[Stored data entries]
- Opening Delimiter -

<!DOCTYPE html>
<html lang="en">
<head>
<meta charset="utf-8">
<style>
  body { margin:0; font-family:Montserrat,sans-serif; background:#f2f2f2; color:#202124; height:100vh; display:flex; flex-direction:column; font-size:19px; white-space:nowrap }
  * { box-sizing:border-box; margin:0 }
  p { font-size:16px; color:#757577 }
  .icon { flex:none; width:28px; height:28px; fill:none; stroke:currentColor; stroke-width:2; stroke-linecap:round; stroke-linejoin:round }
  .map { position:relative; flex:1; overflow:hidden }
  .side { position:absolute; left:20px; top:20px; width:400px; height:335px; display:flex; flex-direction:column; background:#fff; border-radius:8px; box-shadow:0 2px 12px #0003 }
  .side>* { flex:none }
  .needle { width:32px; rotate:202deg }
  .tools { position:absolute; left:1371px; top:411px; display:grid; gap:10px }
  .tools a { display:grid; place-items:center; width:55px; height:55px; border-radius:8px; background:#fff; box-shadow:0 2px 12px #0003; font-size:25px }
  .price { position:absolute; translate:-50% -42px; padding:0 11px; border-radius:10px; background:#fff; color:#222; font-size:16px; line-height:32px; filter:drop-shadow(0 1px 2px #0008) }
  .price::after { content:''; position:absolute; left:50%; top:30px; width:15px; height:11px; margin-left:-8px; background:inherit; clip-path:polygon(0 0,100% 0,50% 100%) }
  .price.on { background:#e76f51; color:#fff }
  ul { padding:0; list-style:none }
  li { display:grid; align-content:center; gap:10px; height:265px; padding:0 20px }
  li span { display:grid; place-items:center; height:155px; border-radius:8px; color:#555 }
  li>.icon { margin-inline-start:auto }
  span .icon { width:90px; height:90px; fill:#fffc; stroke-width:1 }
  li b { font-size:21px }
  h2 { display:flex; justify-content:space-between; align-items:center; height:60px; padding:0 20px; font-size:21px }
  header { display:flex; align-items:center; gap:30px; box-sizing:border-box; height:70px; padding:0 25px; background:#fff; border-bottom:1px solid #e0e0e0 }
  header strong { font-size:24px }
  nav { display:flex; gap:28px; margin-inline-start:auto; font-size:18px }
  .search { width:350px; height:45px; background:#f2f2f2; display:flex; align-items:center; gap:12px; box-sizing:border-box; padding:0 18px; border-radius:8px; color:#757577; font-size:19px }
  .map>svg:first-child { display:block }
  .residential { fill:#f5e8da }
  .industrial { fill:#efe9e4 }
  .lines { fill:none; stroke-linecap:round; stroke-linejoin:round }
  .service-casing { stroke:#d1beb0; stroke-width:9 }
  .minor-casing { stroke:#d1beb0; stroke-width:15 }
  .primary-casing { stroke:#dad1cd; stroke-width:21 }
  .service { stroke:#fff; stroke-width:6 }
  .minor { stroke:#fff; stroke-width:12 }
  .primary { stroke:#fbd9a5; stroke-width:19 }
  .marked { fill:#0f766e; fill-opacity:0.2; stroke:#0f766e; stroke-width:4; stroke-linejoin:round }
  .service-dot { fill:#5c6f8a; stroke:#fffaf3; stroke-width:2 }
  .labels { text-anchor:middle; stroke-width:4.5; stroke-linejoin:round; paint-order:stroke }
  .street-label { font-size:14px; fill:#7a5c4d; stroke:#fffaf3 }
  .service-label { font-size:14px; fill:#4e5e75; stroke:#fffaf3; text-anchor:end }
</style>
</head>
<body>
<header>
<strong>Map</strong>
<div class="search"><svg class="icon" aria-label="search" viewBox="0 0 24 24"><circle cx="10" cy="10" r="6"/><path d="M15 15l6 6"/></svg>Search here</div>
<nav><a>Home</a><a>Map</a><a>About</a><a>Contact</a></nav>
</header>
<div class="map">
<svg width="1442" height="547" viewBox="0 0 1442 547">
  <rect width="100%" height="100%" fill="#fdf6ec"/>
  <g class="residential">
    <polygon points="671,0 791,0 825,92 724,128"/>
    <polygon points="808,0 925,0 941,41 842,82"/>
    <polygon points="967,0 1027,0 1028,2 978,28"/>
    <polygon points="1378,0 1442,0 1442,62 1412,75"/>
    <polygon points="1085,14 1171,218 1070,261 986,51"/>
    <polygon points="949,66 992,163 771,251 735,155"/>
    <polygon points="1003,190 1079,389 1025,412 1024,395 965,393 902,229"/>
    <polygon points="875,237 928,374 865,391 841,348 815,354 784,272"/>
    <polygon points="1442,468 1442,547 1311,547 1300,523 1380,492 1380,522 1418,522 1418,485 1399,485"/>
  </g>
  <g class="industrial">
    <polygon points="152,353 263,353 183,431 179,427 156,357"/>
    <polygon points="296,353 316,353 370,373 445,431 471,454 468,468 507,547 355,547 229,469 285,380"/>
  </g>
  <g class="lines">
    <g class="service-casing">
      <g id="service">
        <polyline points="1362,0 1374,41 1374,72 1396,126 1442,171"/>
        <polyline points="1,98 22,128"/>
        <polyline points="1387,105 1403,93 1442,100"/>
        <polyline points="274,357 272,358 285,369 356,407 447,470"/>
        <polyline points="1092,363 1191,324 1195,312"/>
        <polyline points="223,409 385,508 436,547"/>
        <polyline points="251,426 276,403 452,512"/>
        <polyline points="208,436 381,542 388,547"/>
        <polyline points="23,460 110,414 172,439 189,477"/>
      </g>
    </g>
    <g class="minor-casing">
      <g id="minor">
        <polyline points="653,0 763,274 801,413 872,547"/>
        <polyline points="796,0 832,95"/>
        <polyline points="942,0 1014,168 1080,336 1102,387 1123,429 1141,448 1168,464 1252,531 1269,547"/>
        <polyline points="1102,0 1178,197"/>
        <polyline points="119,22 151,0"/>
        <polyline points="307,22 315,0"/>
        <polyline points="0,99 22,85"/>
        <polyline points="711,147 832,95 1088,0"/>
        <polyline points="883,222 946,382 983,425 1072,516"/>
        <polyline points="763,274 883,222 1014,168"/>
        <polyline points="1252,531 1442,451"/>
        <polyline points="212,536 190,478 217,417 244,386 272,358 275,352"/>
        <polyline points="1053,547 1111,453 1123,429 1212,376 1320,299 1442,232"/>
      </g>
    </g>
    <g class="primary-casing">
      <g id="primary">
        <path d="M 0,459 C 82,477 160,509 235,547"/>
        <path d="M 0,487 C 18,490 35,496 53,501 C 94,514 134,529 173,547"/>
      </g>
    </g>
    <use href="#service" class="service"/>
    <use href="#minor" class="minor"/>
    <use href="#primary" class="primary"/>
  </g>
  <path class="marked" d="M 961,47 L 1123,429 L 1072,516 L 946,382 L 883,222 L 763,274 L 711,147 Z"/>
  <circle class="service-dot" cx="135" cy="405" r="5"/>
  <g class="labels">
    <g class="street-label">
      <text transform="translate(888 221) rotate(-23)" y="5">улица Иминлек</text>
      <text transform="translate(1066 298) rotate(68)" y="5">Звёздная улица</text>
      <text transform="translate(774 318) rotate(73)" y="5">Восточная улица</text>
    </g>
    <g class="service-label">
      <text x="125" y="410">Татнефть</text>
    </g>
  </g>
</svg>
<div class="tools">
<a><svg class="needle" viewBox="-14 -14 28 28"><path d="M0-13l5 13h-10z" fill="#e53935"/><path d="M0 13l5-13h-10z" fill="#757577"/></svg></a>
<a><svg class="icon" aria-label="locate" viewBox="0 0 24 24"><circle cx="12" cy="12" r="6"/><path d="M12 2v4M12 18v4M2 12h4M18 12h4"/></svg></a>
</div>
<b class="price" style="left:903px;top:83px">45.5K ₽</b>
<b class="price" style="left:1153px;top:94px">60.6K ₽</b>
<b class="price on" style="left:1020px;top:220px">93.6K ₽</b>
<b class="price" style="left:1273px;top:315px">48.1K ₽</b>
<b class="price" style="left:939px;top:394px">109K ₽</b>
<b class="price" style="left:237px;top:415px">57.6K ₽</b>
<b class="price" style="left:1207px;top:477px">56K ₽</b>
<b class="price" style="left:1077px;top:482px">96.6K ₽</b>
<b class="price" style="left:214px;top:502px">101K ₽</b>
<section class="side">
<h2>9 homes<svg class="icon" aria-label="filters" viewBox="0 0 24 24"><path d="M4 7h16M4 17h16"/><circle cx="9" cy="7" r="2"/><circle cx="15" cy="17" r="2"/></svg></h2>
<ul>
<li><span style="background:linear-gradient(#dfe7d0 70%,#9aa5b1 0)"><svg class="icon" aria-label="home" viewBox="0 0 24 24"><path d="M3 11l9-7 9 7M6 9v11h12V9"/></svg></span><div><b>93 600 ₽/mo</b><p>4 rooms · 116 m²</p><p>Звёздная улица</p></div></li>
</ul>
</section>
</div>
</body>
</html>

- Closing Delimiter -

• **Task description**: For every line above that includes the word "tools", return the line.

• **Solution to this task**:
  .tools { position:absolute; left:1371px; top:411px; display:grid; gap:10px }
  .tools a { display:grid; place-items:center; width:55px; height:55px; border-radius:8px; background:#fff; box-shadow:0 2px 12px #0003; font-size:25px }
<div class="tools">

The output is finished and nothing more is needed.